▽
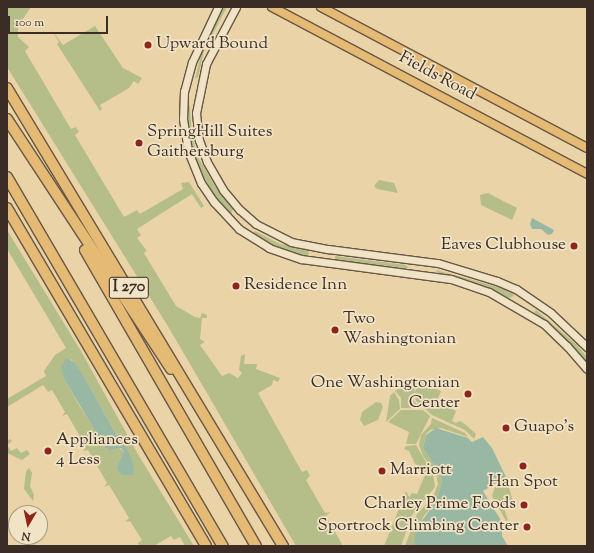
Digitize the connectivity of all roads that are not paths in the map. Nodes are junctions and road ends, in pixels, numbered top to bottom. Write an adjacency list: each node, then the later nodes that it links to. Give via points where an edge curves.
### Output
1 (218, 7): 14 (street, via 197,51 184,91 184,132 195,171 214,202 239,229 269,248 301,259)
2 (236, 7): 12 (street, via 206,64 199,94 197,129 207,162 230,200 256,224 291,242)
3 (272, 7): 8 (main road, Fields Road)
4 (321, 7): 7 (main road, Fields Road)
5 (7, 88): 20 (highway, I 270)
6 (7, 118): 10 (highway, I 270)
7 (587, 148)
8 (587, 174)
9 (7, 177): 22 (highway, I 270)
10 (54, 194): 20 (highway, via 121,291 225,457); 23 (highway, I 270)
11 (7, 208): 21 (highway)
12 (328, 249): 13 (street); 14 (street)
13 (425, 261): 15 (street); 16 (street, via 478,273)
14 (326, 263): 15 (street)
15 (423, 275): 17 (street, via 470,285)
16 (530, 298): 17 (street); 18 (street, via 551,313)
17 (522, 309): 19 (street, via 558,336)
18 (587, 347)
19 (587, 369)
20 (250, 489): 24 (highway, I 270)
21 (206, 546)
22 (223, 546)
23 (256, 546)
24 (283, 546)

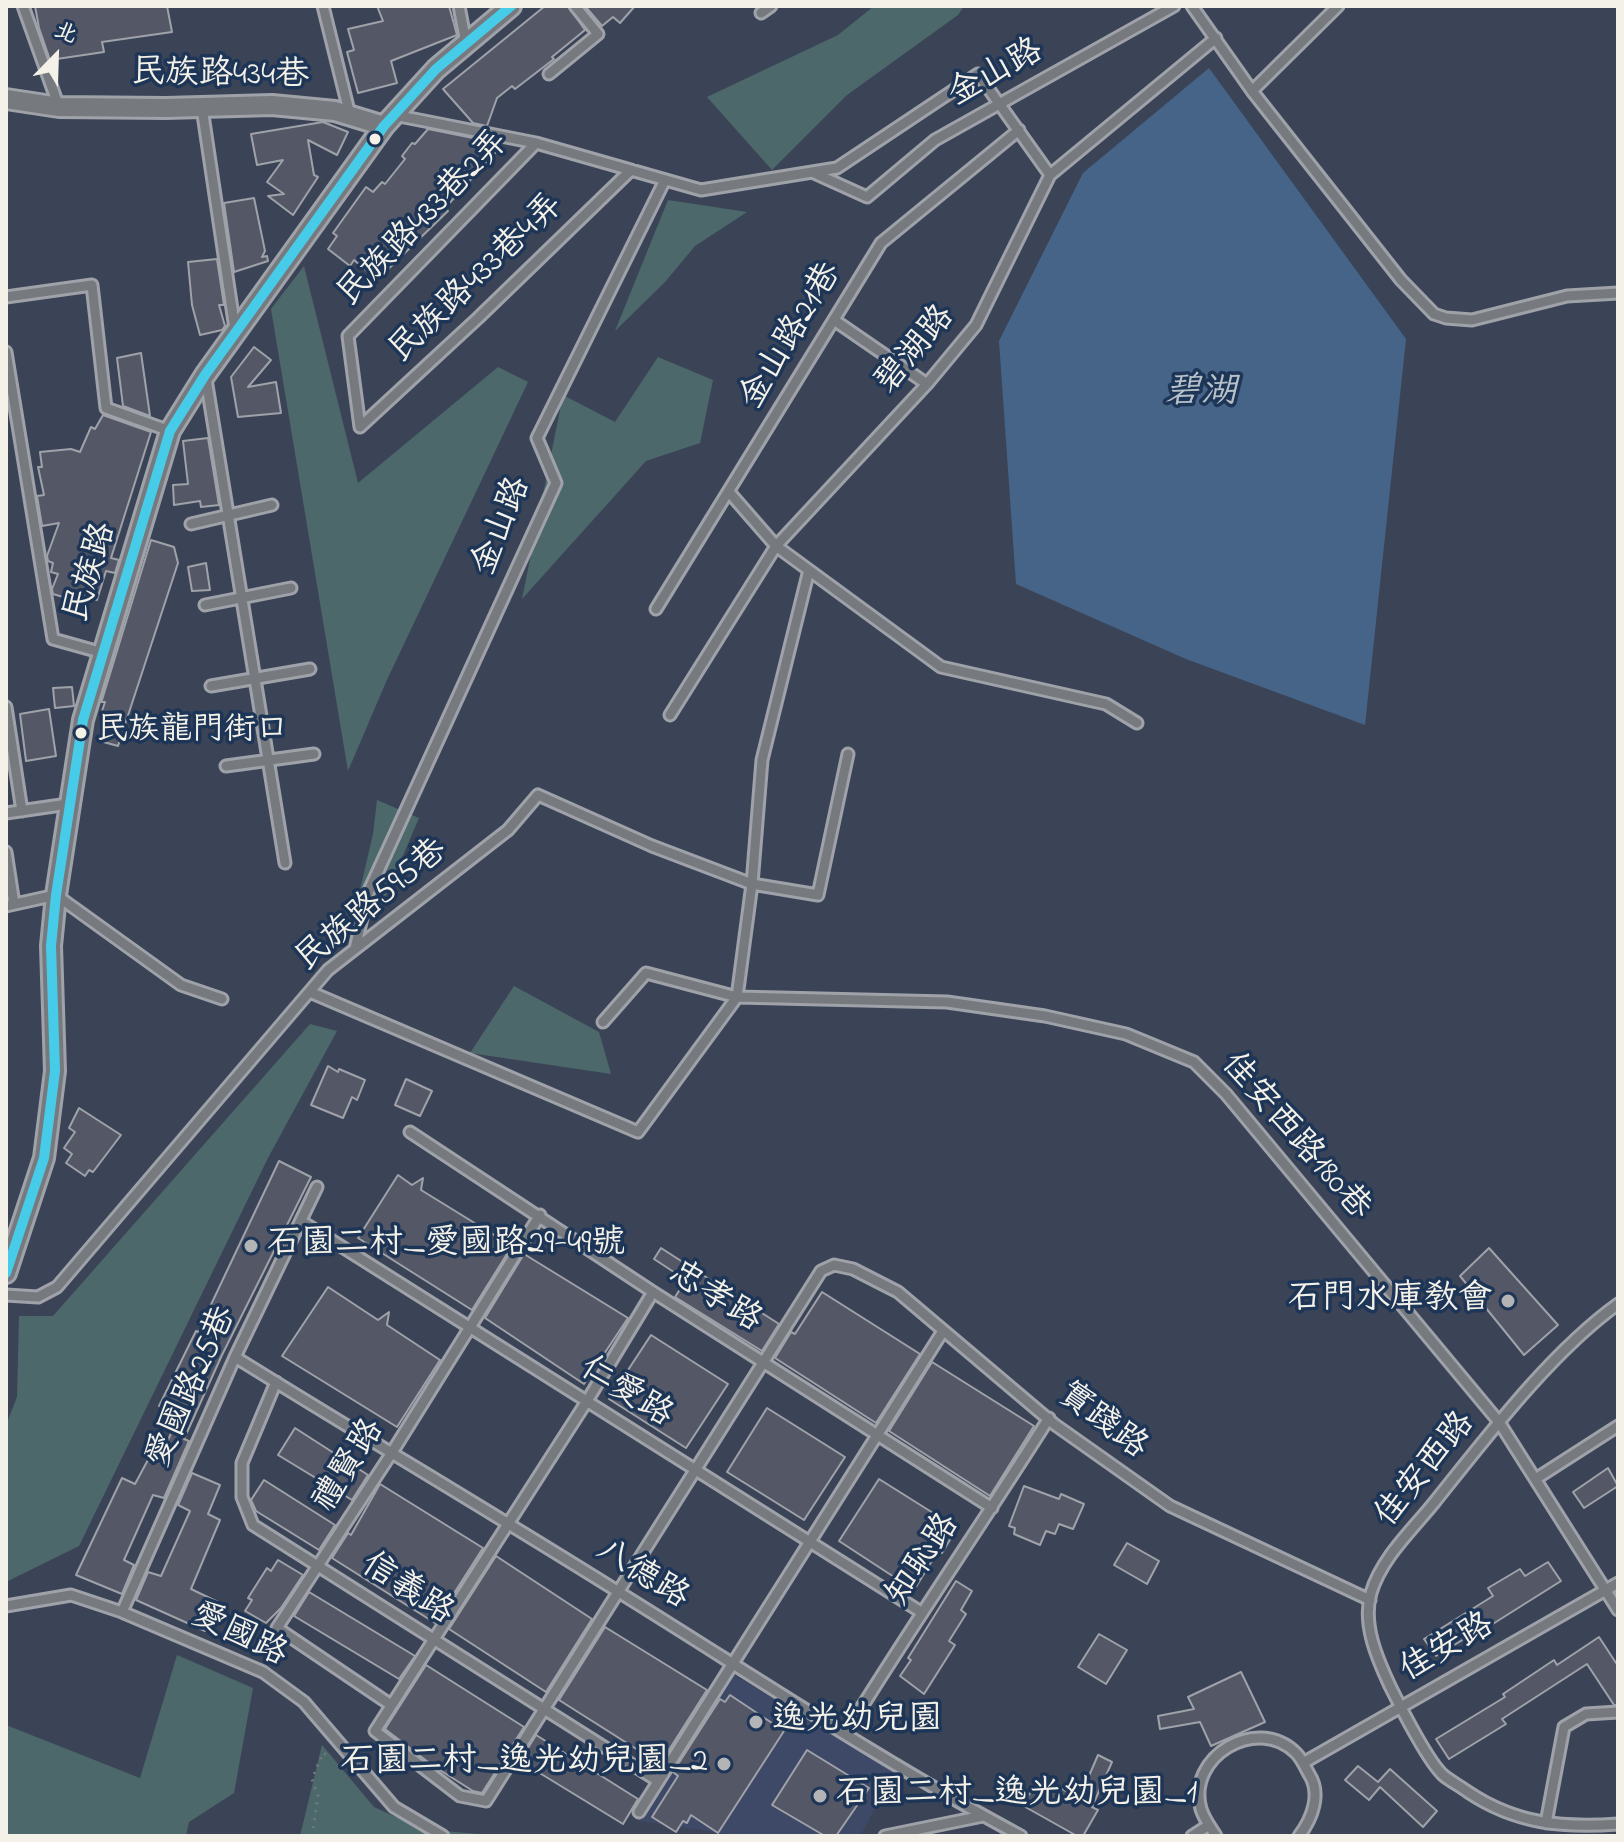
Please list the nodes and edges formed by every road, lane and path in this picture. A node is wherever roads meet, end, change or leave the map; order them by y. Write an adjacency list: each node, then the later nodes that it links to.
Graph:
1 (23, 6): 17 (lane)
2 (323, 6): 19 (lane)
3 (459, 6): 12 (lane)
4 (511, 6): 12 (street, 民族路)
5 (575, 6): 13 (lane)
6 (771, 6): 10 (lane)
7 (1174, 6): 16 (lane, 金山路)
8 (1192, 6): 11 (lane)
9 (1338, 6): 14 (lane)
10 (761, 13)
11 (1216, 38): 14 (lane); 25 (lane, 碧湖路)
12 (466, 43): 20 (street, 民族路)
13 (549, 74)
14 (1252, 91): 27 (lane)
15 (6, 99): 17 (street, 民族路434巷)
16 (1001, 103): 21 (lane); 24 (lane, 金山路); 24 (lane, 金山路)
17 (59, 107): 18 (street, 民族路434巷)
18 (202, 108): 19 (street, 民族路434巷); 30 (lane)
19 (350, 116): 20 (street, 民族路434巷)
20 (389, 120): 22 (lane); 30 (street, 民族路)
21 (1019, 130): 25 (lane); 29 (lane, 金山路21巷)
22 (536, 143): 23 (lane); 34 (lane, 民族路433巷2弄)
23 (631, 170): 26 (lane); 34 (lane, 民族路433巷4弄)
24 (813, 172): 26 (lane, 金山路)
25 (1050, 175): 33 (lane, 碧湖路)
26 (665, 180): 65 (lane, 金山路)
27 (1618, 293)
28 (6, 297): 35 (lane)
29 (834, 320): 33 (lane); 36 (lane, 金山路21巷)
30 (235, 333): 32 (street, 民族路)
31 (6, 352): 46 (lane)
32 (205, 375): 35 (street, 民族路); 38 (lane)
33 (927, 384): 40 (lane, 碧湖路)
34 (360, 427)
35 (170, 431): 46 (street, 民族路)
36 (729, 492): 40 (lane); 45 (lane, 金山路21巷)
37 (272, 505): 38 (lane)
38 (228, 514): 39 (lane); 43 (lane)
39 (191, 524)
40 (776, 546): 41 (lane); 51 (lane, 碧湖路)
41 (809, 570): 52 (lane); 62 (lane)
42 (291, 588): 43 (lane)
43 (242, 599): 44 (lane); 48 (lane)
44 (205, 605)
45 (656, 609)
46 (103, 653): 57 (street, 民族路)
47 (310, 669): 48 (lane)
48 (255, 678): 49 (lane); 55 (lane)
49 (211, 686)
50 (6, 707): 58 (lane)
51 (670, 715)
52 (1137, 723)
53 (314, 754): 55 (lane)
54 (848, 754): 62 (lane, 民族路595巷)
55 (268, 760): 56 (lane); 61 (lane)
56 (226, 766)
57 (68, 804): 58 (lane); 63 (street, 民族路)
58 (22, 811): 59 (lane)
59 (6, 813)
60 (6, 852): 64 (lane)
61 (285, 863)
62 (752, 884): 65 (lane, 民族路595巷); 67 (lane)
63 (56, 895): 64 (lane); 68 (lane); 74 (street, 民族路)
64 (10, 905)
65 (355, 949): 66 (lane, 民族路595巷)
66 (310, 992): 67 (lane); 76 (lane, 民族路595巷)
67 (737, 997): 69 (lane, 佳安西路180巷); 85 (lane, 佳安西路180巷)
68 (222, 999)
69 (603, 1022)
70 (410, 1132): 72 (lane, 忠孝路)
71 (317, 1187): 73 (lane, 愛國路25巷)
72 (540, 1215): 75 (lane, 忠孝路); 78 (lane, 禮賢路)
73 (301, 1221): 78 (lane, 仁愛路); 80 (lane, 愛國路25巷)
74 (6, 1273)
75 (653, 1292): 81 (lane, 忠孝路); 83 (lane)
76 (6, 1295)
77 (1618, 1304): 85 (lane, 佳安西路)
78 (470, 1328): 83 (lane, 仁愛路); 88 (lane, 禮賢路)
79 (943, 1331): 81 (lane, 實踐路); 84 (lane, 實踐路); 87 (lane)
80 (235, 1357): 82 (lane, 八德路); 101 (lane, 愛國路25巷)
81 (764, 1361): 87 (lane, 忠孝路); 89 (lane)
82 (276, 1382): 88 (lane, 八德路); 94 (lane, 信義路)
83 (587, 1401): 89 (lane, 仁愛路); 92 (lane)
84 (1049, 1418): 91 (lane, 知恥路); 98 (lane, 實踐路)
85 (1499, 1422): 90 (lane, 佳安西路180巷); 98 (lane, 佳安西路)
86 (1618, 1426): 90 (lane)
87 (879, 1435): 91 (lane, 忠孝路); 93 (lane)
88 (391, 1454): 92 (lane, 八德路); 94 (lane, 禮賢路)
89 (696, 1470): 93 (lane, 仁愛路); 97 (lane)
90 (1537, 1478): 96 (lane, 佳安西路180巷)
91 (992, 1508): 102 (lane, 知恥路)
92 (506, 1523): 97 (lane, 八德路); 103 (lane)
93 (811, 1542): 102 (lane, 仁愛路); 104 (lane)
94 (319, 1566): 103 (lane, 信義路); 105 (lane, 禮賢路)
95 (1618, 1583): 96 (lane, 佳安路)
96 (1606, 1590): 100 (lane, 佳安西路180巷); 106 (lane, 佳安路)
97 (618, 1591): 104 (lane, 八德路); 107 (lane)
98 (1370, 1600): 106 (lane, 佳安西路)
99 (6, 1606): 101 (lane, 愛國路)
100 (1618, 1610)
101 (122, 1612): 111 (lane, 愛國路)
102 (921, 1612): 109 (lane, 知恥路)
103 (433, 1639): 105 (lane); 107 (lane, 信義路)
104 (732, 1665): 109 (lane, 八德路); 112 (lane)
105 (391, 1705): 107 (lane)
106 (1400, 1707): 110 (lane, 佳安路); 115 (lane, 佳安西路)
107 (544, 1709): 112 (lane, 信義路)
108 (1618, 1712): 115 (lane)
109 (845, 1734): 114 (lane, 八德路)
110 (1303, 1763): 117 (lane); 124 (lane)
111 (360, 1767): 118 (path); 119 (lane, 愛國路)
112 (658, 1781): 113 (lane)
113 (639, 1812)
114 (983, 1816): 120 (lane); 121 (lane, 八德路)
115 (1546, 1823): 116 (lane, 佳安西路)
116 (1618, 1824)
117 (1209, 1825): 122 (lane); 123 (lane)
118 (312, 1836)
119 (443, 1836)
120 (885, 1836)
121 (1021, 1836)
122 (1192, 1836)
123 (1216, 1836)
124 (1299, 1836)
△
## TASK DETAILS
The pictures stay out; please reproduce everything else in the entries exactly.

## FINISHED TASK
Digitize the connectivity of all roads that are not paths in the map. Nodes are junctions and road ends, in pixels, numbered top to bottom. Write an adjacency list: each node, then the later nodes that it links to. Give via points where an edge curves.
### Output
1 (218, 7): 14 (street, via 197,51 184,91 184,132 195,171 214,202 239,229 269,248 301,259)
2 (236, 7): 12 (street, via 206,64 199,94 197,129 207,162 230,200 256,224 291,242)
3 (272, 7): 8 (main road, Fields Road)
4 (321, 7): 7 (main road, Fields Road)
5 (7, 88): 20 (highway, I 270)
6 (7, 118): 10 (highway, I 270)
7 (587, 148)
8 (587, 174)
9 (7, 177): 22 (highway, I 270)
10 (54, 194): 20 (highway, via 121,291 225,457); 23 (highway, I 270)
11 (7, 208): 21 (highway)
12 (328, 249): 13 (street); 14 (street)
13 (425, 261): 15 (street); 16 (street, via 478,273)
14 (326, 263): 15 (street)
15 (423, 275): 17 (street, via 470,285)
16 (530, 298): 17 (street); 18 (street, via 551,313)
17 (522, 309): 19 (street, via 558,336)
18 (587, 347)
19 (587, 369)
20 (250, 489): 24 (highway, I 270)
21 (206, 546)
22 (223, 546)
23 (256, 546)
24 (283, 546)

Please list the nodes and edges formed by every road, lane and path in this picture. A node is wherever roads meet, end, change or leave the map; order them by y. Write an adjacency list: each node, then the later nodes that it links to.
Graph:
1 (23, 6): 17 (lane)
2 (323, 6): 19 (lane)
3 (459, 6): 12 (lane)
4 (511, 6): 12 (street, 民族路)
5 (575, 6): 13 (lane)
6 (771, 6): 10 (lane)
7 (1174, 6): 16 (lane, 金山路)
8 (1192, 6): 11 (lane)
9 (1338, 6): 14 (lane)
10 (761, 13)
11 (1216, 38): 14 (lane); 25 (lane, 碧湖路)
12 (466, 43): 20 (street, 民族路)
13 (549, 74)
14 (1252, 91): 27 (lane)
15 (6, 99): 17 (street, 民族路434巷)
16 (1001, 103): 21 (lane); 24 (lane, 金山路); 24 (lane, 金山路)
17 (59, 107): 18 (street, 民族路434巷)
18 (202, 108): 19 (street, 民族路434巷); 30 (lane)
19 (350, 116): 20 (street, 民族路434巷)
20 (389, 120): 22 (lane); 30 (street, 民族路)
21 (1019, 130): 25 (lane); 29 (lane, 金山路21巷)
22 (536, 143): 23 (lane); 34 (lane, 民族路433巷2弄)
23 (631, 170): 26 (lane); 34 (lane, 民族路433巷4弄)
24 (813, 172): 26 (lane, 金山路)
25 (1050, 175): 33 (lane, 碧湖路)
26 (665, 180): 65 (lane, 金山路)
27 (1618, 293)
28 (6, 297): 35 (lane)
29 (834, 320): 33 (lane); 36 (lane, 金山路21巷)
30 (235, 333): 32 (street, 民族路)
31 (6, 352): 46 (lane)
32 (205, 375): 35 (street, 民族路); 38 (lane)
33 (927, 384): 40 (lane, 碧湖路)
34 (360, 427)
35 (170, 431): 46 (street, 民族路)
36 (729, 492): 40 (lane); 45 (lane, 金山路21巷)
37 (272, 505): 38 (lane)
38 (228, 514): 39 (lane); 43 (lane)
39 (191, 524)
40 (776, 546): 41 (lane); 51 (lane, 碧湖路)
41 (809, 570): 52 (lane); 62 (lane)
42 (291, 588): 43 (lane)
43 (242, 599): 44 (lane); 48 (lane)
44 (205, 605)
45 (656, 609)
46 (103, 653): 57 (street, 民族路)
47 (310, 669): 48 (lane)
48 (255, 678): 49 (lane); 55 (lane)
49 (211, 686)
50 (6, 707): 58 (lane)
51 (670, 715)
52 (1137, 723)
53 (314, 754): 55 (lane)
54 (848, 754): 62 (lane, 民族路595巷)
55 (268, 760): 56 (lane); 61 (lane)
56 (226, 766)
57 (68, 804): 58 (lane); 63 (street, 民族路)
58 (22, 811): 59 (lane)
59 (6, 813)
60 (6, 852): 64 (lane)
61 (285, 863)
62 (752, 884): 65 (lane, 民族路595巷); 67 (lane)
63 (56, 895): 64 (lane); 68 (lane); 74 (street, 民族路)
64 (10, 905)
65 (355, 949): 66 (lane, 民族路595巷)
66 (310, 992): 67 (lane); 76 (lane, 民族路595巷)
67 (737, 997): 69 (lane, 佳安西路180巷); 85 (lane, 佳安西路180巷)
68 (222, 999)
69 (603, 1022)
70 (410, 1132): 72 (lane, 忠孝路)
71 (317, 1187): 73 (lane, 愛國路25巷)
72 (540, 1215): 75 (lane, 忠孝路); 78 (lane, 禮賢路)
73 (301, 1221): 78 (lane, 仁愛路); 80 (lane, 愛國路25巷)
74 (6, 1273)
75 (653, 1292): 81 (lane, 忠孝路); 83 (lane)
76 (6, 1295)
77 (1618, 1304): 85 (lane, 佳安西路)
78 (470, 1328): 83 (lane, 仁愛路); 88 (lane, 禮賢路)
79 (943, 1331): 81 (lane, 實踐路); 84 (lane, 實踐路); 87 (lane)
80 (235, 1357): 82 (lane, 八德路); 101 (lane, 愛國路25巷)
81 (764, 1361): 87 (lane, 忠孝路); 89 (lane)
82 (276, 1382): 88 (lane, 八德路); 94 (lane, 信義路)
83 (587, 1401): 89 (lane, 仁愛路); 92 (lane)
84 (1049, 1418): 91 (lane, 知恥路); 98 (lane, 實踐路)
85 (1499, 1422): 90 (lane, 佳安西路180巷); 98 (lane, 佳安西路)
86 (1618, 1426): 90 (lane)
87 (879, 1435): 91 (lane, 忠孝路); 93 (lane)
88 (391, 1454): 92 (lane, 八德路); 94 (lane, 禮賢路)
89 (696, 1470): 93 (lane, 仁愛路); 97 (lane)
90 (1537, 1478): 96 (lane, 佳安西路180巷)
91 (992, 1508): 102 (lane, 知恥路)
92 (506, 1523): 97 (lane, 八德路); 103 (lane)
93 (811, 1542): 102 (lane, 仁愛路); 104 (lane)
94 (319, 1566): 103 (lane, 信義路); 105 (lane, 禮賢路)
95 (1618, 1583): 96 (lane, 佳安路)
96 (1606, 1590): 100 (lane, 佳安西路180巷); 106 (lane, 佳安路)
97 (618, 1591): 104 (lane, 八德路); 107 (lane)
98 (1370, 1600): 106 (lane, 佳安西路)
99 (6, 1606): 101 (lane, 愛國路)
100 (1618, 1610)
101 (122, 1612): 111 (lane, 愛國路)
102 (921, 1612): 109 (lane, 知恥路)
103 (433, 1639): 105 (lane); 107 (lane, 信義路)
104 (732, 1665): 109 (lane, 八德路); 112 (lane)
105 (391, 1705): 107 (lane)
106 (1400, 1707): 110 (lane, 佳安路); 115 (lane, 佳安西路)
107 (544, 1709): 112 (lane, 信義路)
108 (1618, 1712): 115 (lane)
109 (845, 1734): 114 (lane, 八德路)
110 (1303, 1763): 117 (lane); 124 (lane)
111 (360, 1767): 118 (path); 119 (lane, 愛國路)
112 (658, 1781): 113 (lane)
113 (639, 1812)
114 (983, 1816): 120 (lane); 121 (lane, 八德路)
115 (1546, 1823): 116 (lane, 佳安西路)
116 (1618, 1824)
117 (1209, 1825): 122 (lane); 123 (lane)
118 (312, 1836)
119 (443, 1836)
120 (885, 1836)
121 (1021, 1836)
122 (1192, 1836)
123 (1216, 1836)
124 (1299, 1836)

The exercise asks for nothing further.